**Directions for this task:**
For each entry below, write an exact copy and leave out the images.

___ Records supplied

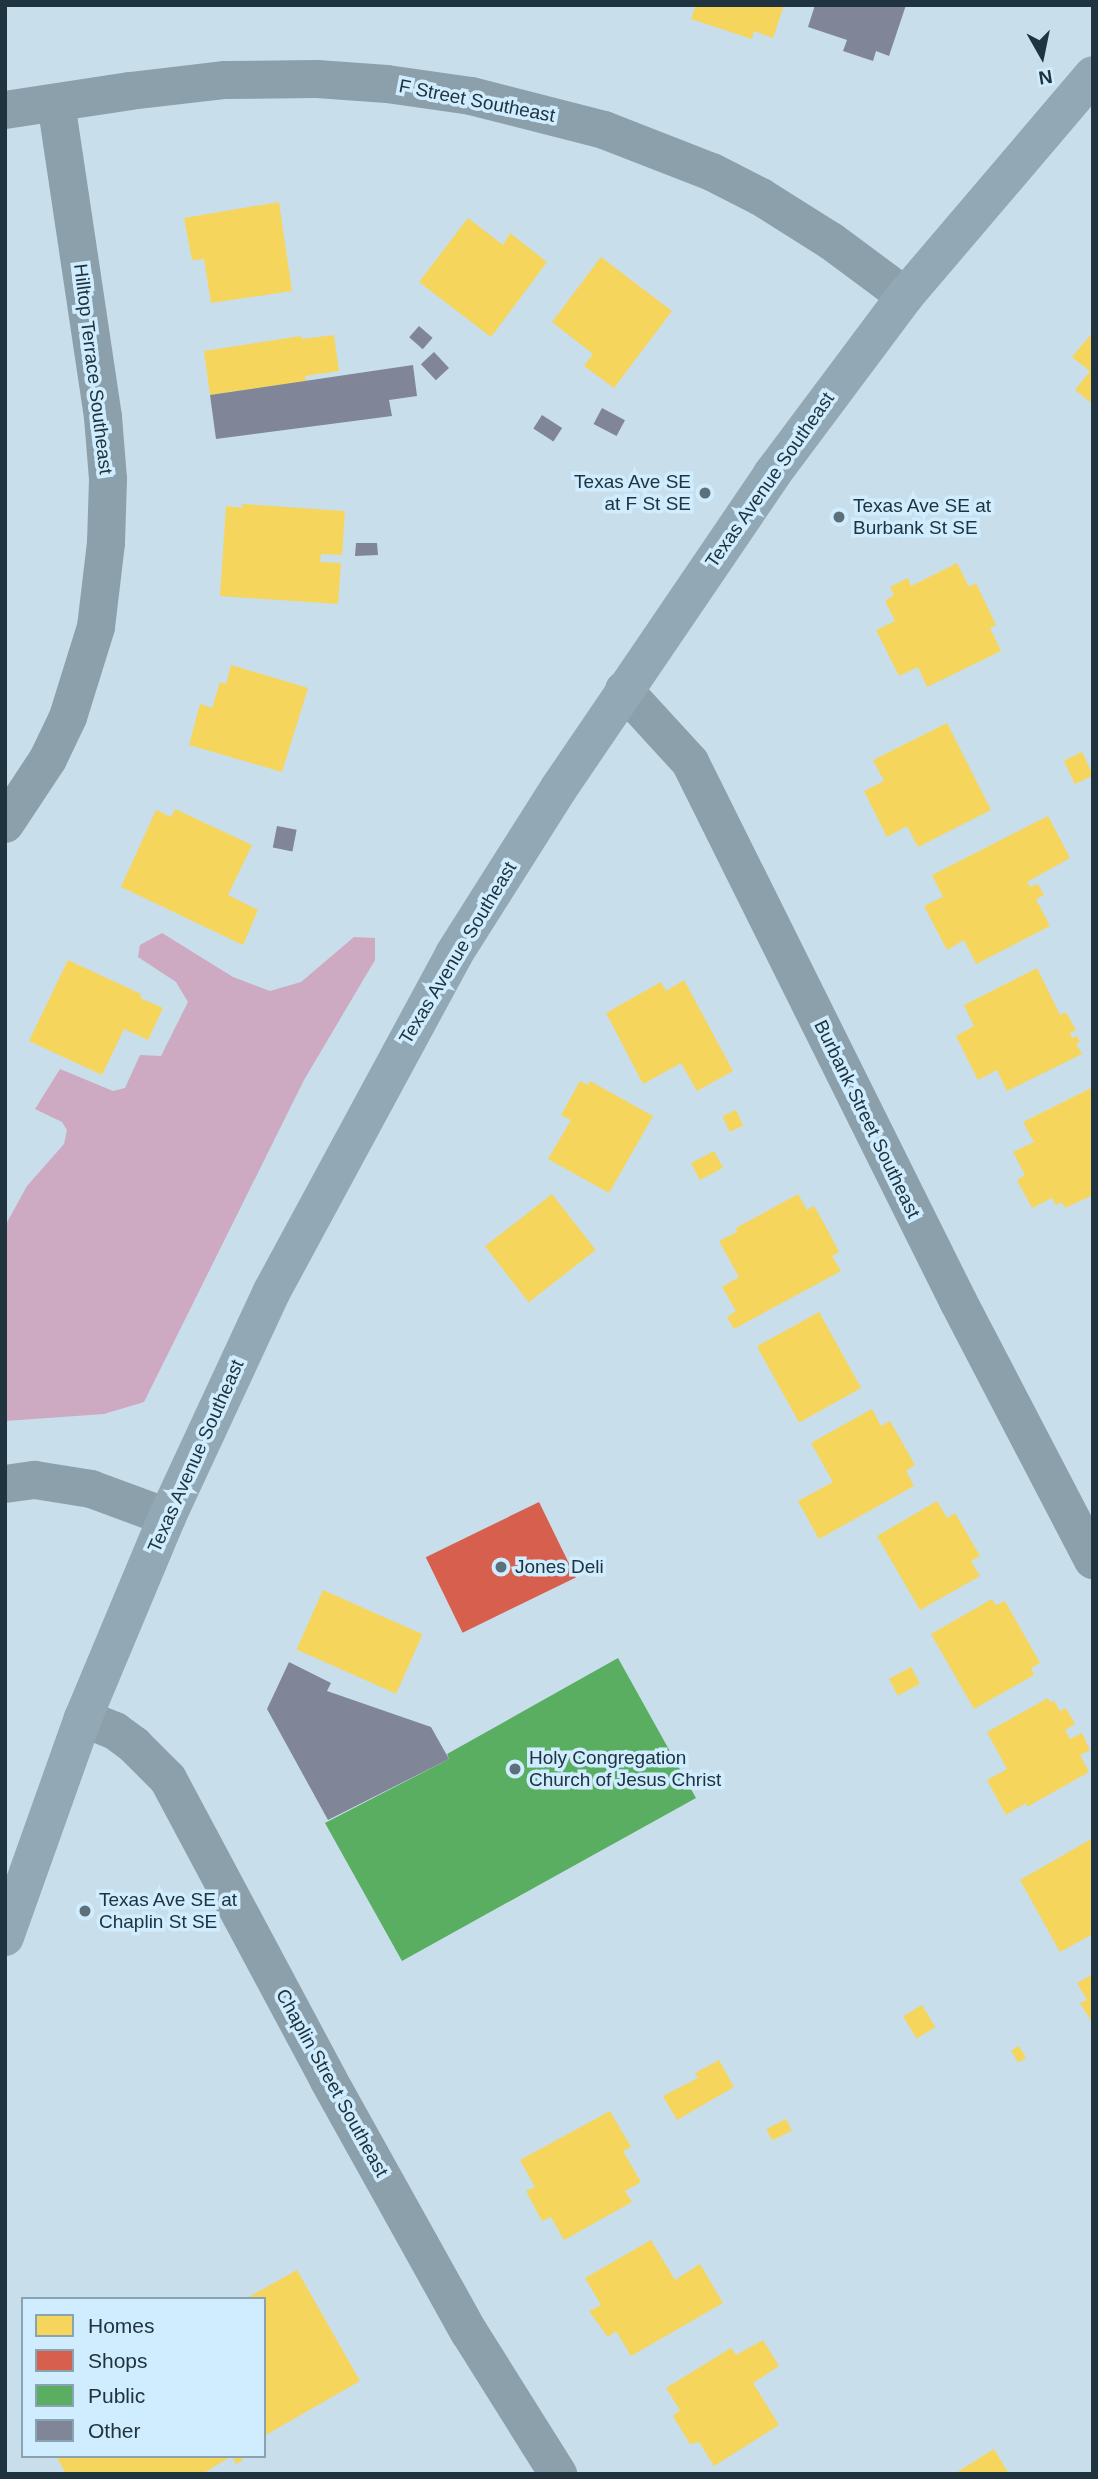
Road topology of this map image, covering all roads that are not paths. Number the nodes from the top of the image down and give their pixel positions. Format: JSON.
{"nodes":[{"id":1,"x":1093,"y":75,"type":"edge"},
{"id":2,"x":55,"y":103,"type":"junction"},
{"id":3,"x":5,"y":110,"type":"edge"},
{"id":4,"x":905,"y":296,"type":"junction"},
{"id":5,"x":624,"y":690,"type":"junction"},
{"id":6,"x":5,"y":824,"type":"edge"},
{"id":7,"x":5,"y":1484,"type":"edge"},
{"id":8,"x":167,"y":1517,"type":"junction"},
{"id":9,"x":1093,"y":1560,"type":"edge"},
{"id":10,"x":83,"y":1718,"type":"junction"},
{"id":11,"x":5,"y":1937,"type":"edge"},
{"id":12,"x":558,"y":2474,"type":"edge"}],
"edges":[{"from":1,"to":4,"type":"main road","name":"Texas Avenue Southeast"},
{"from":2,"to":3,"type":"street","name":"F Street Southeast"},
{"from":2,"to":4,"type":"street","name":"F Street Southeast"},
{"from":2,"to":6,"type":"street","name":"Hilltop Terrace Southeast"},
{"from":4,"to":5,"type":"main road","name":"Texas Avenue Southeast"},
{"from":5,"to":8,"type":"main road","name":"Texas Avenue Southeast"},
{"from":5,"to":9,"type":"street","name":"Burbank Street Southeast"},
{"from":7,"to":8,"type":"street"},
{"from":8,"to":10,"type":"main road","name":"Texas Avenue Southeast"},
{"from":10,"to":11,"type":"main road","name":"Texas Avenue Southeast"},
{"from":10,"to":12,"type":"street","name":"Chaplin Street Southeast"}]}
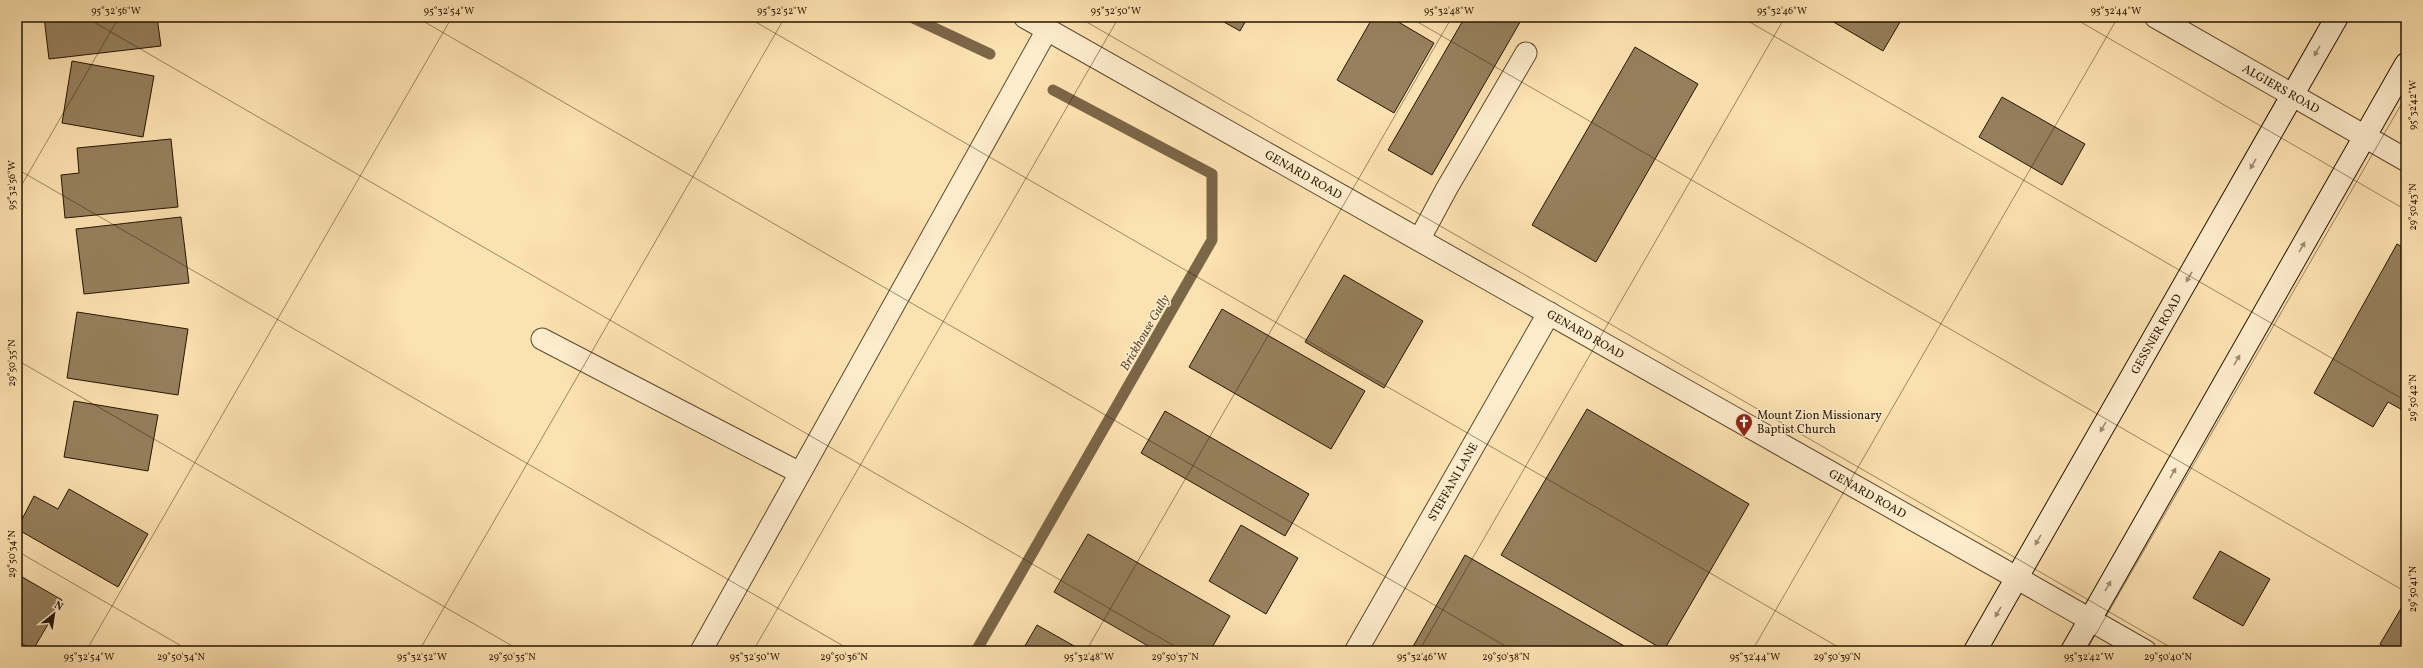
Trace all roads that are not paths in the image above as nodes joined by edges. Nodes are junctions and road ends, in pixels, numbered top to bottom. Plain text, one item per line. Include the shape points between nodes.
1 (1025, 17) edge
2 (2156, 17) edge
3 (2337, 17) edge
4 (1047, 30) junction
5 (1526, 53) dead end
6 (2406, 64) edge
7 (2293, 94) junction
8 (2364, 137) junction
9 (2406, 160) edge
10 (1419, 240) junction
11 (1549, 312) junction
12 (542, 339) dead end
13 (800, 473) junction
14 (2017, 578) junction
15 (2089, 620) junction
16 (701, 651) edge
17 (1356, 651) edge
18 (1975, 651) edge
19 (2072, 651) edge
20 (2145, 651) edge

1 - 4 street, GENARD ROAD
2 - 7 street, ALGIERS ROAD
3 -> 7 street, GESSNER ROAD
4 - 10 street, GENARD ROAD
4 - 13 lane
5 - 10 lane
6 - 8 street
7 - 8 street, ALGIERS ROAD
7 -> 14 street, GESSNER ROAD
8 - 9 street, ALGIERS ROAD
15 -> 8 street
10 - 11 street, GENARD ROAD
11 - 14 street, GENARD ROAD
11 - 17 street, STEFFANI LANE
12 - 13 lane
13 - 16 lane
14 - 15 street, GENARD ROAD
14 -> 18 street, GESSNER ROAD
15 - 19 street
15 - 20 street, GENARD ROAD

______

**Reply:**
Road topology of this map image, covering all roads that are not paths. Number the nodes from the top of the image down and give their pixel positions. Format: JSON.
{"nodes":[{"id":1,"x":1093,"y":75,"type":"edge"},
{"id":2,"x":55,"y":103,"type":"junction"},
{"id":3,"x":5,"y":110,"type":"edge"},
{"id":4,"x":905,"y":296,"type":"junction"},
{"id":5,"x":624,"y":690,"type":"junction"},
{"id":6,"x":5,"y":824,"type":"edge"},
{"id":7,"x":5,"y":1484,"type":"edge"},
{"id":8,"x":167,"y":1517,"type":"junction"},
{"id":9,"x":1093,"y":1560,"type":"edge"},
{"id":10,"x":83,"y":1718,"type":"junction"},
{"id":11,"x":5,"y":1937,"type":"edge"},
{"id":12,"x":558,"y":2474,"type":"edge"}],
"edges":[{"from":1,"to":4,"type":"main road","name":"Texas Avenue Southeast"},
{"from":2,"to":3,"type":"street","name":"F Street Southeast"},
{"from":2,"to":4,"type":"street","name":"F Street Southeast"},
{"from":2,"to":6,"type":"street","name":"Hilltop Terrace Southeast"},
{"from":4,"to":5,"type":"main road","name":"Texas Avenue Southeast"},
{"from":5,"to":8,"type":"main road","name":"Texas Avenue Southeast"},
{"from":5,"to":9,"type":"street","name":"Burbank Street Southeast"},
{"from":7,"to":8,"type":"street"},
{"from":8,"to":10,"type":"main road","name":"Texas Avenue Southeast"},
{"from":10,"to":11,"type":"main road","name":"Texas Avenue Southeast"},
{"from":10,"to":12,"type":"street","name":"Chaplin Street Southeast"}]}
Trace all roads that are not paths in the image above as nodes joined by edges. Nodes are junctions and road ends, in pixels, numbered top to bottom. Plain text, one item per line. Include the shape points between nodes.
1 (1025, 17) edge
2 (2156, 17) edge
3 (2337, 17) edge
4 (1047, 30) junction
5 (1526, 53) dead end
6 (2406, 64) edge
7 (2293, 94) junction
8 (2364, 137) junction
9 (2406, 160) edge
10 (1419, 240) junction
11 (1549, 312) junction
12 (542, 339) dead end
13 (800, 473) junction
14 (2017, 578) junction
15 (2089, 620) junction
16 (701, 651) edge
17 (1356, 651) edge
18 (1975, 651) edge
19 (2072, 651) edge
20 (2145, 651) edge

1 - 4 street, GENARD ROAD
2 - 7 street, ALGIERS ROAD
3 -> 7 street, GESSNER ROAD
4 - 10 street, GENARD ROAD
4 - 13 lane
5 - 10 lane
6 - 8 street
7 - 8 street, ALGIERS ROAD
7 -> 14 street, GESSNER ROAD
8 - 9 street, ALGIERS ROAD
15 -> 8 street
10 - 11 street, GENARD ROAD
11 - 14 street, GENARD ROAD
11 - 17 street, STEFFANI LANE
12 - 13 lane
13 - 16 lane
14 - 15 street, GENARD ROAD
14 -> 18 street, GESSNER ROAD
15 - 19 street
15 - 20 street, GENARD ROAD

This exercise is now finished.